____ TASK DATA
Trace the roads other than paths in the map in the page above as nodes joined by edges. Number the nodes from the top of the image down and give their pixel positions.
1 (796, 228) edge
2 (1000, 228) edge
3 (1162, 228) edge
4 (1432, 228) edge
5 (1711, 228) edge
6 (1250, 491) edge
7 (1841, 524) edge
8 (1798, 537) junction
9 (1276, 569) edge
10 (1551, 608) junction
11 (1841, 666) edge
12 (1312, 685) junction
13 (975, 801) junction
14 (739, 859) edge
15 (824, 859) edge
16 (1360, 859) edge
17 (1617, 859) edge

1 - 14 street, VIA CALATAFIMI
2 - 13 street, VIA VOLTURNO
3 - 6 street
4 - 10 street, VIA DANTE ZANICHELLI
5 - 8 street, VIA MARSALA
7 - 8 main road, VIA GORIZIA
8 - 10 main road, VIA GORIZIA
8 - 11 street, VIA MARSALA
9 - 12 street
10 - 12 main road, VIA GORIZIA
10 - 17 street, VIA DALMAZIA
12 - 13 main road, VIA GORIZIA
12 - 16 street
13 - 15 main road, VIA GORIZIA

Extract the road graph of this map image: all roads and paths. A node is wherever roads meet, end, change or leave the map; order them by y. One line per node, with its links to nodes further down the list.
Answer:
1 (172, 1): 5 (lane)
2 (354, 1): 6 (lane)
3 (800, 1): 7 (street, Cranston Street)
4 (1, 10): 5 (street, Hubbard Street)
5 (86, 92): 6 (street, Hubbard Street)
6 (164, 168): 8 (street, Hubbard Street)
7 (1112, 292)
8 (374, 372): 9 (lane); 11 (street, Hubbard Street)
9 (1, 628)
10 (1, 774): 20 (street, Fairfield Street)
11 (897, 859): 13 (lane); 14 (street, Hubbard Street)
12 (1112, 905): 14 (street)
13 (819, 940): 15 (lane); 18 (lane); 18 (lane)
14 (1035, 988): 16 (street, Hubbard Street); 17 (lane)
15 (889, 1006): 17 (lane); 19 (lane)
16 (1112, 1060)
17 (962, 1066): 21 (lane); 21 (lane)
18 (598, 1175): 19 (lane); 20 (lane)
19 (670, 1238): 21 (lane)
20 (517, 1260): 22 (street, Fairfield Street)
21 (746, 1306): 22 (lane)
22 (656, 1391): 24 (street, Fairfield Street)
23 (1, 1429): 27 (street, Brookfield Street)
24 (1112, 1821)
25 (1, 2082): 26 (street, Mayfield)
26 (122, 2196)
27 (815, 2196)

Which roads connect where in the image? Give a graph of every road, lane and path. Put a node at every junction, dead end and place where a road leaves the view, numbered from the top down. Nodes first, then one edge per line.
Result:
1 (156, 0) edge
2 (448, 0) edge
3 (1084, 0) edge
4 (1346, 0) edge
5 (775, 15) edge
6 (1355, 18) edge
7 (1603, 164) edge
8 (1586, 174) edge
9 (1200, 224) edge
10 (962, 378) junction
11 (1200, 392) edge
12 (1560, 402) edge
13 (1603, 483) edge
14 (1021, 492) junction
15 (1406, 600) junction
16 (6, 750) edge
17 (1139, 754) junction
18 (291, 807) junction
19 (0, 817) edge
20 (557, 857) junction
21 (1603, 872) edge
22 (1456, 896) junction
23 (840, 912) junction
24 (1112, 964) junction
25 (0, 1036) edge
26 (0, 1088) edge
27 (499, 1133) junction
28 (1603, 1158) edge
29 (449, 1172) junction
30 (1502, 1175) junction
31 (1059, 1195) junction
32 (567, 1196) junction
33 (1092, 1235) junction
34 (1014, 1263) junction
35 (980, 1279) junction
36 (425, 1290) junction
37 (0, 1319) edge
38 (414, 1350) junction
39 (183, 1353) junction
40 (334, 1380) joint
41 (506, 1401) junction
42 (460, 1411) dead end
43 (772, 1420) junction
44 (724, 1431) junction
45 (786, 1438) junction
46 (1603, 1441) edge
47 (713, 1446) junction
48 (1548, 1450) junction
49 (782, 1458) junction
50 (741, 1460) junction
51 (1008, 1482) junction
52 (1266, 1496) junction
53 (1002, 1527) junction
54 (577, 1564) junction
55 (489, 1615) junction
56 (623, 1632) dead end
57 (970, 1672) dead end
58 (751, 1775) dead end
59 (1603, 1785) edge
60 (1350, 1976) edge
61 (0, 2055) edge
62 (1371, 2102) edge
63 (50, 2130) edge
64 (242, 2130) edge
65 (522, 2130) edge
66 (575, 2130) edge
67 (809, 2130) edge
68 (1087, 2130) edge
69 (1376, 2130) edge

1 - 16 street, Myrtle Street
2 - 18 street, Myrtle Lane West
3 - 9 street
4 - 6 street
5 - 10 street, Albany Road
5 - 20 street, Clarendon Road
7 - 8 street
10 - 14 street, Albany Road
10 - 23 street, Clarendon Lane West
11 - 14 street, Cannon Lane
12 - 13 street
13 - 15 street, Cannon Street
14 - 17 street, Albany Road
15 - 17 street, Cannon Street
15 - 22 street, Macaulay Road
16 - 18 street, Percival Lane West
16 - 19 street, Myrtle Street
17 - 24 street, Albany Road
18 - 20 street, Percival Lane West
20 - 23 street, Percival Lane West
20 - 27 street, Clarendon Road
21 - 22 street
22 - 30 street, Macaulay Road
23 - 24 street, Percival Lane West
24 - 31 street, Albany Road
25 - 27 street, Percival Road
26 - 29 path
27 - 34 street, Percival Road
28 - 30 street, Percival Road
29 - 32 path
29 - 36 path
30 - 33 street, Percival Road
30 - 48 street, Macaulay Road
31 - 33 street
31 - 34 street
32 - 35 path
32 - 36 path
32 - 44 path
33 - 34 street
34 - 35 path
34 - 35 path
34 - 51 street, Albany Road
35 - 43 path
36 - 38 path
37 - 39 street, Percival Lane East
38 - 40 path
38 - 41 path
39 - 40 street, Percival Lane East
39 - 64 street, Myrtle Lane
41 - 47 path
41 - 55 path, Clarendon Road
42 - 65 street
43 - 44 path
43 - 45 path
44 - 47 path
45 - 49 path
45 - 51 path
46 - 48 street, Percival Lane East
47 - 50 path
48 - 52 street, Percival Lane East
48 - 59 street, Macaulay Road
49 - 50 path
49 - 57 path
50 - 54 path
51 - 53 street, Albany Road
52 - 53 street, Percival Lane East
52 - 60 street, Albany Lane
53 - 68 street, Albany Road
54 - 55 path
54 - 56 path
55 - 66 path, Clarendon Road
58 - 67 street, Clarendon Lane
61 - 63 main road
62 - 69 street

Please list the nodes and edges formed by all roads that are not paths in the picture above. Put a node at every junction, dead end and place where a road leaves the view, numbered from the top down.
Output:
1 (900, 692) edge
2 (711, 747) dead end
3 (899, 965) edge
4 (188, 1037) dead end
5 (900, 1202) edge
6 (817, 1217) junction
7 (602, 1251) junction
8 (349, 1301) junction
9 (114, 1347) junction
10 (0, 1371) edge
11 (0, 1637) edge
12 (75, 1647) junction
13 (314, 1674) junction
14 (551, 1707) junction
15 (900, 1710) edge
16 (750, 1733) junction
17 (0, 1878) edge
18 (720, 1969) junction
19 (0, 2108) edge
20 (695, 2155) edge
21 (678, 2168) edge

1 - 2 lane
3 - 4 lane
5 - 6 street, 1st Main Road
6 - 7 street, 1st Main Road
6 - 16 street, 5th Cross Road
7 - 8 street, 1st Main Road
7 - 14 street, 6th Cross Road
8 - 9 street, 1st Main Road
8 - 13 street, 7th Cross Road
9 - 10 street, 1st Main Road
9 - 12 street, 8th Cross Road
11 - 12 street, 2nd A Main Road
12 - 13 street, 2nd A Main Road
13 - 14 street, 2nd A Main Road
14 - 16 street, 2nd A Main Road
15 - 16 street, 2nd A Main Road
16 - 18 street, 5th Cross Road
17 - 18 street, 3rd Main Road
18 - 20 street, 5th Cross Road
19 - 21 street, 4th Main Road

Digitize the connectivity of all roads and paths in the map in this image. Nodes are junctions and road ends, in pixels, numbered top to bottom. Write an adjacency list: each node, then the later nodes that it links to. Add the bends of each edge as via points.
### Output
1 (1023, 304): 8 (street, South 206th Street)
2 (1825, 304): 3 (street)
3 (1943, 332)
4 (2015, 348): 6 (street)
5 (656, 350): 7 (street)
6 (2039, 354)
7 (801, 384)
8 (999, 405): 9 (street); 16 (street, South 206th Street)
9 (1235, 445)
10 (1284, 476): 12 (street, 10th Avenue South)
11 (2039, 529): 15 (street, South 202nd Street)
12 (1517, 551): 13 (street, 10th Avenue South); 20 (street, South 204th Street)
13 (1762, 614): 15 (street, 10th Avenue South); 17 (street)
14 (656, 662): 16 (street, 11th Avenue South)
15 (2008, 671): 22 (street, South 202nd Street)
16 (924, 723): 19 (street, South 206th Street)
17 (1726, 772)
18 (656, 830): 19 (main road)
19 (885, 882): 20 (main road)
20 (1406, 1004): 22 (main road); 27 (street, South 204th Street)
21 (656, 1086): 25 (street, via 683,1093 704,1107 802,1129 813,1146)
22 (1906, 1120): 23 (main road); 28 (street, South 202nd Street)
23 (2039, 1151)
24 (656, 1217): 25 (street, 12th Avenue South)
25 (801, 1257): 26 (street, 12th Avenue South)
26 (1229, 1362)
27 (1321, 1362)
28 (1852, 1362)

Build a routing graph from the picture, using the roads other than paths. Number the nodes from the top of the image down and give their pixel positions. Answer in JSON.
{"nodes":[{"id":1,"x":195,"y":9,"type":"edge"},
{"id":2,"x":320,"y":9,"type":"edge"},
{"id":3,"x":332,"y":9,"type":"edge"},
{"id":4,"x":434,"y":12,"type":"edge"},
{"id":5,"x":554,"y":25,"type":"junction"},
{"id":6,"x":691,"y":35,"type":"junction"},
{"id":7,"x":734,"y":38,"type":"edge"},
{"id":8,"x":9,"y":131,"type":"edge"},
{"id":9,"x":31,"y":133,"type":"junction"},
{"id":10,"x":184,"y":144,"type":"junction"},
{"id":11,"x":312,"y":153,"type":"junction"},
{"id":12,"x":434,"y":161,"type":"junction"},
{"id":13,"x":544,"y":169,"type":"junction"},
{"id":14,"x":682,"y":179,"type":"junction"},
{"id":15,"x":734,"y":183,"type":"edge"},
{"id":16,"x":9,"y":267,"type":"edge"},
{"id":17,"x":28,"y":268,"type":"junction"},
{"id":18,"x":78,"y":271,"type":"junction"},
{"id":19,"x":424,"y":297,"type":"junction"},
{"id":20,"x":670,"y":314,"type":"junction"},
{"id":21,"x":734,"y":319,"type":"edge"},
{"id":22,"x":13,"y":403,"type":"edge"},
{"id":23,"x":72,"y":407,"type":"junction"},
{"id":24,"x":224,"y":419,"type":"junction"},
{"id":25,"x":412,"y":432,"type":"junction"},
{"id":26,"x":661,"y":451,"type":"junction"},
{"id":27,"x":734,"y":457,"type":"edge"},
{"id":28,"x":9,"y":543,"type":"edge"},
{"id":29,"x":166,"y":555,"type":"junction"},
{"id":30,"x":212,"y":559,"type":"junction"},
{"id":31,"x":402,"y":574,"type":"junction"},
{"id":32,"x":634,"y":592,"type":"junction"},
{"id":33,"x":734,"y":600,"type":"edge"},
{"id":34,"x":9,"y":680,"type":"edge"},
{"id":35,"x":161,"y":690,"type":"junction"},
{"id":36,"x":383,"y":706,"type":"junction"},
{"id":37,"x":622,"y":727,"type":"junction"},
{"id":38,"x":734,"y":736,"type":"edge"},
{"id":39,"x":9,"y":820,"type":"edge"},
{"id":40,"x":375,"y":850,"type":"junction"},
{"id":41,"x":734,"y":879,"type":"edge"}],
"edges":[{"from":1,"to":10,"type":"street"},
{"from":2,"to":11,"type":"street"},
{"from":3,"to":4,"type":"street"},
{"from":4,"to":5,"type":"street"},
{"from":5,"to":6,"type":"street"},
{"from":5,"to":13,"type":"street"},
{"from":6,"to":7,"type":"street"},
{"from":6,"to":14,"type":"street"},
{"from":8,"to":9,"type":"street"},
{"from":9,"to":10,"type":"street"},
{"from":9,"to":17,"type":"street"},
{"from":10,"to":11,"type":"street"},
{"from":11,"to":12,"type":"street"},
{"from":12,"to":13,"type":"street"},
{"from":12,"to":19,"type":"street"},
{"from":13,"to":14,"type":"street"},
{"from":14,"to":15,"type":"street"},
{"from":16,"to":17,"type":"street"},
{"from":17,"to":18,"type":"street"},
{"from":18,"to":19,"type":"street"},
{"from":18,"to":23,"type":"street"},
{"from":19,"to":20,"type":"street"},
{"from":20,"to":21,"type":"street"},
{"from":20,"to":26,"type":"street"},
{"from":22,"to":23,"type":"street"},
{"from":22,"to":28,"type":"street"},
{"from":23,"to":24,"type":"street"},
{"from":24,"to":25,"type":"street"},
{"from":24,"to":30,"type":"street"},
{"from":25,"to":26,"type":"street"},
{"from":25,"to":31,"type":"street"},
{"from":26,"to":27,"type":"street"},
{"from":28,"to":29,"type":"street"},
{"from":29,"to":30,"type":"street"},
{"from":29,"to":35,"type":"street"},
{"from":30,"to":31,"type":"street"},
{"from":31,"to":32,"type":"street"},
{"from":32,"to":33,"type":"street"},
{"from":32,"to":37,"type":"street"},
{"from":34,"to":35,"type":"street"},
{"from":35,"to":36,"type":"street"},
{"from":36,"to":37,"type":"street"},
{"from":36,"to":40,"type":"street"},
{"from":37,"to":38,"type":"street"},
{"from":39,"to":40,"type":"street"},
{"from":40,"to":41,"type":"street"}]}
________
Your answer must be the data above, copied exactly from its first line through the line containing "Extract the road", and nothing more.

* REPLY TO THE TASK
Trace the roads other than paths in the map in the page above as nodes joined by edges. Number the nodes from the top of the image down and give their pixel positions.
1 (796, 228) edge
2 (1000, 228) edge
3 (1162, 228) edge
4 (1432, 228) edge
5 (1711, 228) edge
6 (1250, 491) edge
7 (1841, 524) edge
8 (1798, 537) junction
9 (1276, 569) edge
10 (1551, 608) junction
11 (1841, 666) edge
12 (1312, 685) junction
13 (975, 801) junction
14 (739, 859) edge
15 (824, 859) edge
16 (1360, 859) edge
17 (1617, 859) edge

1 - 14 street, VIA CALATAFIMI
2 - 13 street, VIA VOLTURNO
3 - 6 street
4 - 10 street, VIA DANTE ZANICHELLI
5 - 8 street, VIA MARSALA
7 - 8 main road, VIA GORIZIA
8 - 10 main road, VIA GORIZIA
8 - 11 street, VIA MARSALA
9 - 12 street
10 - 12 main road, VIA GORIZIA
10 - 17 street, VIA DALMAZIA
12 - 13 main road, VIA GORIZIA
12 - 16 street
13 - 15 main road, VIA GORIZIA

Extract the road graph of this map image: all roads and paths. A node is wherever roads meet, end, change or leave the map; order them by y. One line per node, with its links to nodes further down the list.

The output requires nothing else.